The rock cycle is the continuous set of geological processes by which rock material is created, destroyed and recycled among the three major rock groups over geological time, driven by the Earth's internal heat (tectonics, melting) and external agents (weathering, erosion).

              melting
   MAGMA  <---------------------  (any rock)
     |                                ^
     | crystallisation                | melting (heat)
     v                                |
  IGNEOUS ROCK                   METAMORPHIC ROCK
     |                                ^
     | weathering & erosion           | heat & pressure
     v                                | (metamorphism)
  SEDIMENT  --(transport, deposition,
     |          compaction & cementation = lithification)-->  SEDIMENTARY ROCK
     |                                ^        |
     +--------------------------------+        |
              (further weathering / uplift)----+

Key processes

1. Crystallisation / solidification – cooling magma or lava → igneous rock.
2. Weathering & erosion – any rock breaks down into sediment.
3. Transport, deposition, compaction & cementation (lithification) – sediment → sedimentary rock.
4. Heat & pressure (metamorphism) – any pre-existing rock is recrystallised in the solid state → metamorphic rock.
5. Melting – any rock taken deep enough re-melts into magma, closing the cycle.

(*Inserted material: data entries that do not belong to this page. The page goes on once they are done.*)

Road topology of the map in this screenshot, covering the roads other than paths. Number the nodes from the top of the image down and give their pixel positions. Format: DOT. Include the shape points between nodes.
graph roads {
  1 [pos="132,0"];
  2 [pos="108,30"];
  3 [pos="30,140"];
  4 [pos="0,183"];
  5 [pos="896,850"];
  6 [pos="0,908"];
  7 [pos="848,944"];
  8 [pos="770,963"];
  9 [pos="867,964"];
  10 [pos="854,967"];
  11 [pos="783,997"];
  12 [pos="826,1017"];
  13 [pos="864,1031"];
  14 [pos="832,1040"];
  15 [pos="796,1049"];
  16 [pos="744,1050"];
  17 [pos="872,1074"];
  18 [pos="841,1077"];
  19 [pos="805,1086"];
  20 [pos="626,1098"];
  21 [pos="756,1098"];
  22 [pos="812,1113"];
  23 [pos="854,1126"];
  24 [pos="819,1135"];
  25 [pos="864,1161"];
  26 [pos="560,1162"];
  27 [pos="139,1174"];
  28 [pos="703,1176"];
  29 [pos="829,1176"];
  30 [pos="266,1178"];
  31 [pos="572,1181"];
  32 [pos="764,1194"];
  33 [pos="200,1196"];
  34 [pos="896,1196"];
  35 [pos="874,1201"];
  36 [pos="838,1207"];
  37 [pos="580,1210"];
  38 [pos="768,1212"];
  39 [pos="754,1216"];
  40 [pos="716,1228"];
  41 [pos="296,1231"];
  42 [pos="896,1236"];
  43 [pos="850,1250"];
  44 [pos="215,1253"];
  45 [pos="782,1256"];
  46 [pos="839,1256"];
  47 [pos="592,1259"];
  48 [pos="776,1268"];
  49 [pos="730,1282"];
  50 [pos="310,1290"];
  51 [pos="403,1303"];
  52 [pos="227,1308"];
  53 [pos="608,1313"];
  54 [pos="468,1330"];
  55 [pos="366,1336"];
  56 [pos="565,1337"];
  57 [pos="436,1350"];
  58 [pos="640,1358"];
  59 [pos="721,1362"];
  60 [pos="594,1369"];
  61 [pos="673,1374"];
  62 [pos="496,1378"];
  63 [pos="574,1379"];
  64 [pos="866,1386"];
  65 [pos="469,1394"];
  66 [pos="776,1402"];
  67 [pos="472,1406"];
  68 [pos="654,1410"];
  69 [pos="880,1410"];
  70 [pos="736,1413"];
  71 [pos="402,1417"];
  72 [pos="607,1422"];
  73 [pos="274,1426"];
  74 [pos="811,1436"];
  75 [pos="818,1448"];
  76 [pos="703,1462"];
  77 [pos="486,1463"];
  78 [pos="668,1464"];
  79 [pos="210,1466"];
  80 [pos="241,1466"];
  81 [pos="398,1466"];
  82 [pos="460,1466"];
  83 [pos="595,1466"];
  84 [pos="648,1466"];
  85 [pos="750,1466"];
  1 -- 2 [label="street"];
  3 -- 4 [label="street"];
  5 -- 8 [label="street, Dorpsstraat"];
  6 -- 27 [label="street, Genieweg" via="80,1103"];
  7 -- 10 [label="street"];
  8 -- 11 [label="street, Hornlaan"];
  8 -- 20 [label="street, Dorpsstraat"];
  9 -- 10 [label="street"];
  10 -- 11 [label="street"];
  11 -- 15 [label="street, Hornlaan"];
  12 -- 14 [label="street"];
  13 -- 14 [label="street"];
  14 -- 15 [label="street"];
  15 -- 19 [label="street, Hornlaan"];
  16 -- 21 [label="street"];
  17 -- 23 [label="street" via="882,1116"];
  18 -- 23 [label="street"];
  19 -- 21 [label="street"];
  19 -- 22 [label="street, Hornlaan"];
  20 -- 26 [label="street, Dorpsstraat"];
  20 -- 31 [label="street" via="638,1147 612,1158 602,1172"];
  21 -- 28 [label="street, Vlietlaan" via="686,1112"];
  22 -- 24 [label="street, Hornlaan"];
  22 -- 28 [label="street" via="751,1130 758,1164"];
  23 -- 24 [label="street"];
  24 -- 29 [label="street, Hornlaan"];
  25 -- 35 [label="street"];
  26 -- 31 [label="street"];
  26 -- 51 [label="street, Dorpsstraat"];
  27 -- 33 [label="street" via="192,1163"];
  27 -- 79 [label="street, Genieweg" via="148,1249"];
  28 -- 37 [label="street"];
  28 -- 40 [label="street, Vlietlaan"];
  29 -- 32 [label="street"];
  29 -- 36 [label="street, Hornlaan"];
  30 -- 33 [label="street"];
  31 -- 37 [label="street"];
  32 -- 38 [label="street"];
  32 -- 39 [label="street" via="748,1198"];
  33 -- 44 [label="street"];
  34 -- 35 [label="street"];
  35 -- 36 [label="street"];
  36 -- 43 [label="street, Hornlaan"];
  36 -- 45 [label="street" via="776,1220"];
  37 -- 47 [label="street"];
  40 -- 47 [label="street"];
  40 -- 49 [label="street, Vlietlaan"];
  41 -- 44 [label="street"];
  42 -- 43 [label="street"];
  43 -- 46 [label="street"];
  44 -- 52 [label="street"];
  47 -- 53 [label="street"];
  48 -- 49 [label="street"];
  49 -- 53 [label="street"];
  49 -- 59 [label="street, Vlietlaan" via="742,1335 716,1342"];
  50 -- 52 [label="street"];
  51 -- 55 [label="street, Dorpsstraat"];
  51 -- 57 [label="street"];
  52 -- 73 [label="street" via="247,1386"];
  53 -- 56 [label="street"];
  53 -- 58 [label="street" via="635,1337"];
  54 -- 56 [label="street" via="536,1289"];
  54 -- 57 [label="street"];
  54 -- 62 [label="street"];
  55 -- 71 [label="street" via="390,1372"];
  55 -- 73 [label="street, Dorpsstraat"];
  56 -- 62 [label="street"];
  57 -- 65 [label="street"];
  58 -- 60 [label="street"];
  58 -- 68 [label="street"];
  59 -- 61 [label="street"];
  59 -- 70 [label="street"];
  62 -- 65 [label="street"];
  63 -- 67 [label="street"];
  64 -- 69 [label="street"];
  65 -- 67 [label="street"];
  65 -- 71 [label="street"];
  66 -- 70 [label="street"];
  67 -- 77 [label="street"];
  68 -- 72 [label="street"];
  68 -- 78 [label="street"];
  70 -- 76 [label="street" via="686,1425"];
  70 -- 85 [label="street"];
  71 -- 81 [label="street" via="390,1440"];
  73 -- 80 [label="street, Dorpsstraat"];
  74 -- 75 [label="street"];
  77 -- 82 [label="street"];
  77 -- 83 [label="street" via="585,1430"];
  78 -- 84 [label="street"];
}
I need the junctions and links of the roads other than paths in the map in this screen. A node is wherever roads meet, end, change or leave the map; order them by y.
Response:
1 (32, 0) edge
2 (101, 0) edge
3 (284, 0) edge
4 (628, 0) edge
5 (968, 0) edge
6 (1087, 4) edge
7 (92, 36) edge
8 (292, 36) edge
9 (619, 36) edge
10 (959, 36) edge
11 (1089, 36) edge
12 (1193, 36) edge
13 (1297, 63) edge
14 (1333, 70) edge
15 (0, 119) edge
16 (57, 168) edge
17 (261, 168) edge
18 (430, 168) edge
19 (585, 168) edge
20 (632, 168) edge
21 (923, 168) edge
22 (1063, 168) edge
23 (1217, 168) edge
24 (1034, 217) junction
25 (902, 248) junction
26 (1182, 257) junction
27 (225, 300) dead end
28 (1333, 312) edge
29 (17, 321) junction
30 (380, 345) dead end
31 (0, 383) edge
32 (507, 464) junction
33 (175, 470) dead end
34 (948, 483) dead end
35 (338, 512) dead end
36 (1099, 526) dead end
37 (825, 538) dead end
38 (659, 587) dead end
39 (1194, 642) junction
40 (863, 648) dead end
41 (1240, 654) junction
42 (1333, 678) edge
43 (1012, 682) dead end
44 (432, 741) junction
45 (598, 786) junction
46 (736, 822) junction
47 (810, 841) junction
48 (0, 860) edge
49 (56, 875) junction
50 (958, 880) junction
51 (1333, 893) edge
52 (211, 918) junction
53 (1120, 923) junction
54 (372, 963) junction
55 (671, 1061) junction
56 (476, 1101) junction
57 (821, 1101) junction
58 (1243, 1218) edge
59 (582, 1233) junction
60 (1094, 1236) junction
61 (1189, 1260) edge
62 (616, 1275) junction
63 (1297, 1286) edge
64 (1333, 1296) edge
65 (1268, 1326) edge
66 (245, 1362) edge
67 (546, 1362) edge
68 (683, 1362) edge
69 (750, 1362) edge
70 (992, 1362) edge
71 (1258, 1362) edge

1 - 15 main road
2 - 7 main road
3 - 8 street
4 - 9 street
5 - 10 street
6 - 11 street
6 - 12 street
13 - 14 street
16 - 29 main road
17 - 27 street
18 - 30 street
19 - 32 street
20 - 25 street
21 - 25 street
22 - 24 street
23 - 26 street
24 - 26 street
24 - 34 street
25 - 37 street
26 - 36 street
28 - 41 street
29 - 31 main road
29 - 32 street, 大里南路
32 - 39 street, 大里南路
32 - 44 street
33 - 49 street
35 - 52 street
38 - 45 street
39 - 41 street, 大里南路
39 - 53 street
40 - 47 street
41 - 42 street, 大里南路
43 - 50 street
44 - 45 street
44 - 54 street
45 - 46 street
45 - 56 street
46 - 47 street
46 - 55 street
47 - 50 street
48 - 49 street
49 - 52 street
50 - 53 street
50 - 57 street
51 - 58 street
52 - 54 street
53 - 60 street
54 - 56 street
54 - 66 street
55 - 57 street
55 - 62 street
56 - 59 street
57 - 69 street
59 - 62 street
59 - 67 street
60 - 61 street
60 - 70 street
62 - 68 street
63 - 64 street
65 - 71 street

Uplift and exposure can return buried igneous or metamorphic rock to the surface to be weathered again, so the cycle has many possible paths, not a single fixed loop.

Principles of relative dating (stratigraphy)

1. Law of Superposition – In an undisturbed sequence of sedimentary (or volcanic) layers, each bed is younger than the one below it and older than the one above. The oldest is at the bottom.

2. Principle of Original Horizontality – Sediments are deposited in nearly horizontal layers under gravity. Therefore, tilted or folded strata indicate later tectonic deformation after deposition.

3. Principle of Lateral Continuity – A layer of sediment originally extends laterally in all directions until it thins out or reaches a barrier. Matching beds on opposite sides of a valley were once continuous.

4. Principle of Cross-Cutting Relationships – A geological feature (fault, dyke, intrusion) that cuts across another rock body is younger than the rock it cuts.

5. Principle of Faunal Succession – Fossil organisms succeed one another in a definite, recognisable order; strata can be correlated and relatively dated by their fossil content (index fossils).

6. (Also) Principle of Inclusions – Fragments (inclusions/xenoliths) contained within a rock are older than the rock that encloses them.

Example – cross-cutting dyke

  ===== Bed C (sandstone, top) =====
  ----- Bed B (shale) --------||----
  ::::: Bed A (limestone) ::::||::::
                              ||  <- vertical igneous DYKE

The dyke slices through beds A and B but is truncated by (does not enter) bed C. By cross-cutting, the dyke is younger than beds A and B (which it cuts). Because bed C lies across the top of the dyke undisturbed, bed C was deposited after the dyke was emplaced and eroded.

Relative order, oldest → youngest: A → B → dyke → C.